Gun buybacks sound plausible enough. You offer people money in exchange for their guns and you get those guns off the streets. If you knew nothing else about guns, crime, or anything like that, it would make perfect sense.
However, the more you know about those topics, the less sense they make.
While people often turn in guns at buybacks, many people game the system. They use them to dispose of non-functional firearms or even dispose of crime guns they don’t want associated with them. Some people have even manufactured fake guns for a few dollars, then took the buyback money and used it to buy a real gun.
However, despite that, the media keeps pushing a narrative that buybacks somehow work.
When it comes to dealing with the national epidemic of gun violence, the usual lament is that “nothing can be done.” Too many guns. Too powerful opponents of gun control. Too little political will.
Then you hear the story of the remarkably successful gun buyback program at a Homewood church, proving that with community support, something can certainly be done.
The Episcopal Church of the Holy Cross tied the buyback program to Martin Luther King Jr. Day, a nod to the late civil rights leader’s call for change through nonviolent action. With a budget of $5,000, church officials hoped to get at least 100 guns off the streets, a goal suggested by police, although even police were skeptical it would be met.
In less than an hour, the budgeted amount was gone as community members brought in dozens of firearms. Another $1,500 in donations was received in the last few hours for additional buybacks. Some turned over guns without even asking for payment.
There’s much ballyhoo in the article about how this was a resounding success, but is it?
Oh, sure, if the goal was simply to exchange money for guns until X number of guns were obtained, then sure. It was an unqualified success.
However, if the goal is something more, something like combatting violence, then the jury is still out on that. Based on historical data, though, it’s not.
You see, buybacks don’t work. Time and time again, we see that well-meaning folks exchange money for guns in a vain hope that it will somehow make their communities safer. However, time and time again, we also see the media pushing that argument without any critical look as to whether they actually work.
Look, I’m of the belief that people should be free to do whatever they want with their money so long as it hurts no one else. That includes churches and charities. I’m not interested in stopping them from spending money in this way.

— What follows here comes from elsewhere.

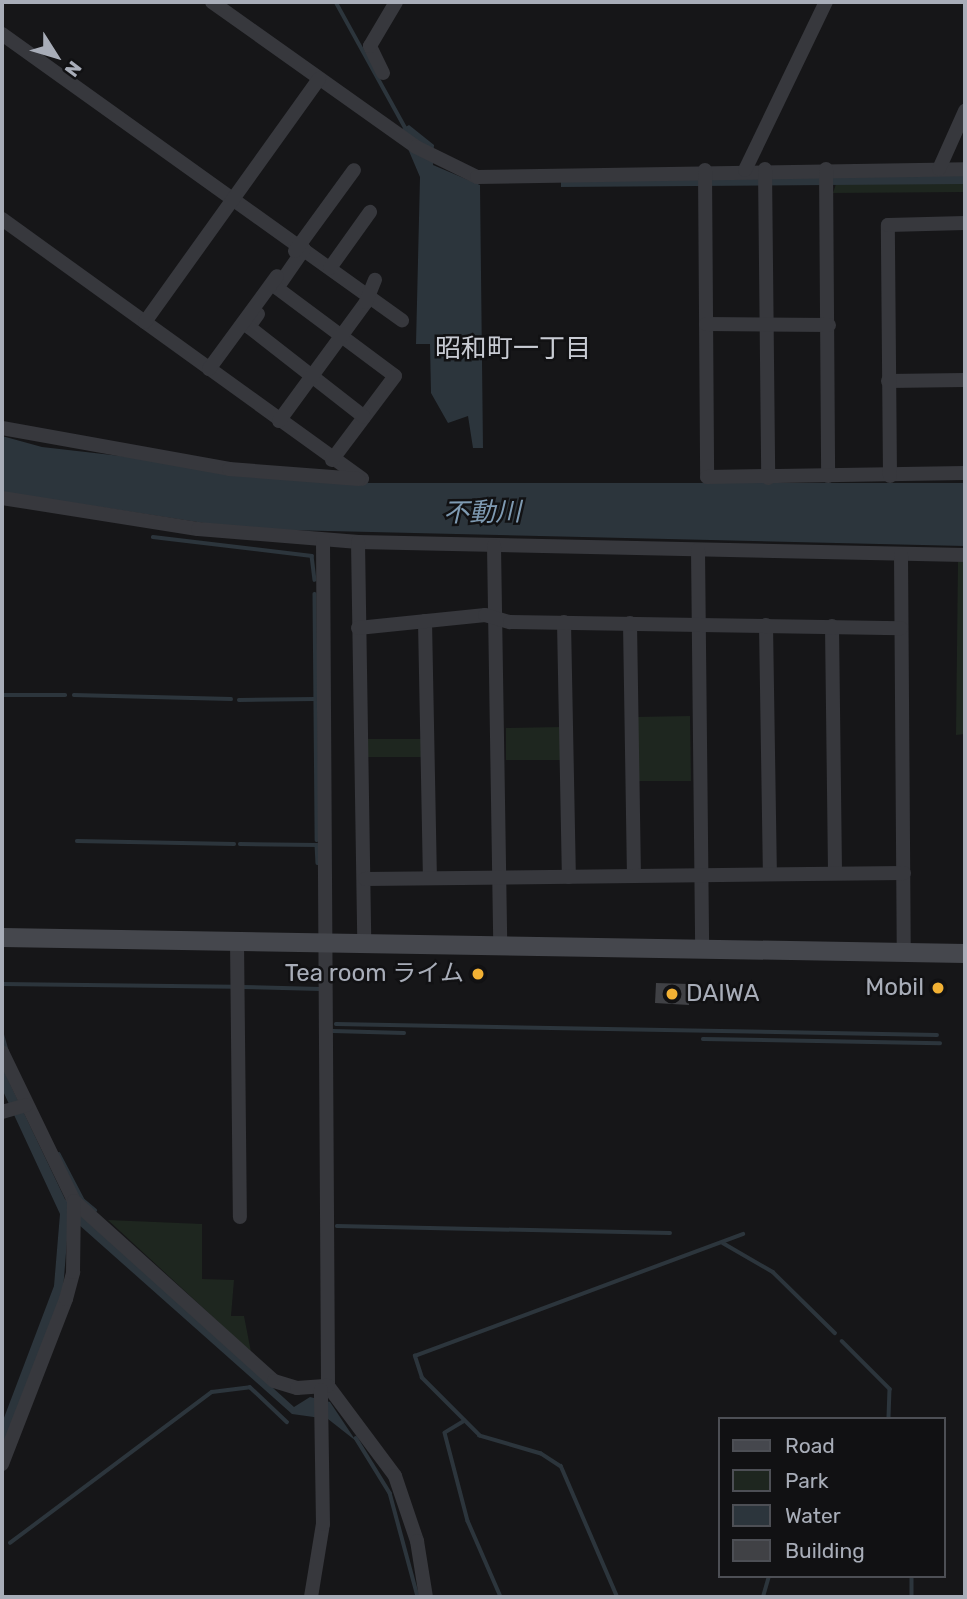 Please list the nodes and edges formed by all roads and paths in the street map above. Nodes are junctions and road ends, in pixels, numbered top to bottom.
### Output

But historically, we know that buybacks simply don’t work. Not by themselves. The few studies that try to suggest they do also argue that they work in conjunction with other efforts, which raises the question of just how much was the buyback and how much was due to the other efforts.
Yet, by and large, the media ignores it. They ignore the complete and total failure of gun buybacks. The same people who will scour through every study they can find in order to present “evidence” that concealed carry or constitutional carry might not be an unmitigated good can’t bother to look at the studies that show buybacks aren’t effective.
The truth is, there’s nothing to be gained by lying on this since buybacks are voluntary, so it seems the most likely reason is that they believe it to be true so strongly that they don’t bother to question anything. As a result, buybacks that get X number of guns or more off the streets are deemed successes, even if they don’t actually accomplish anything.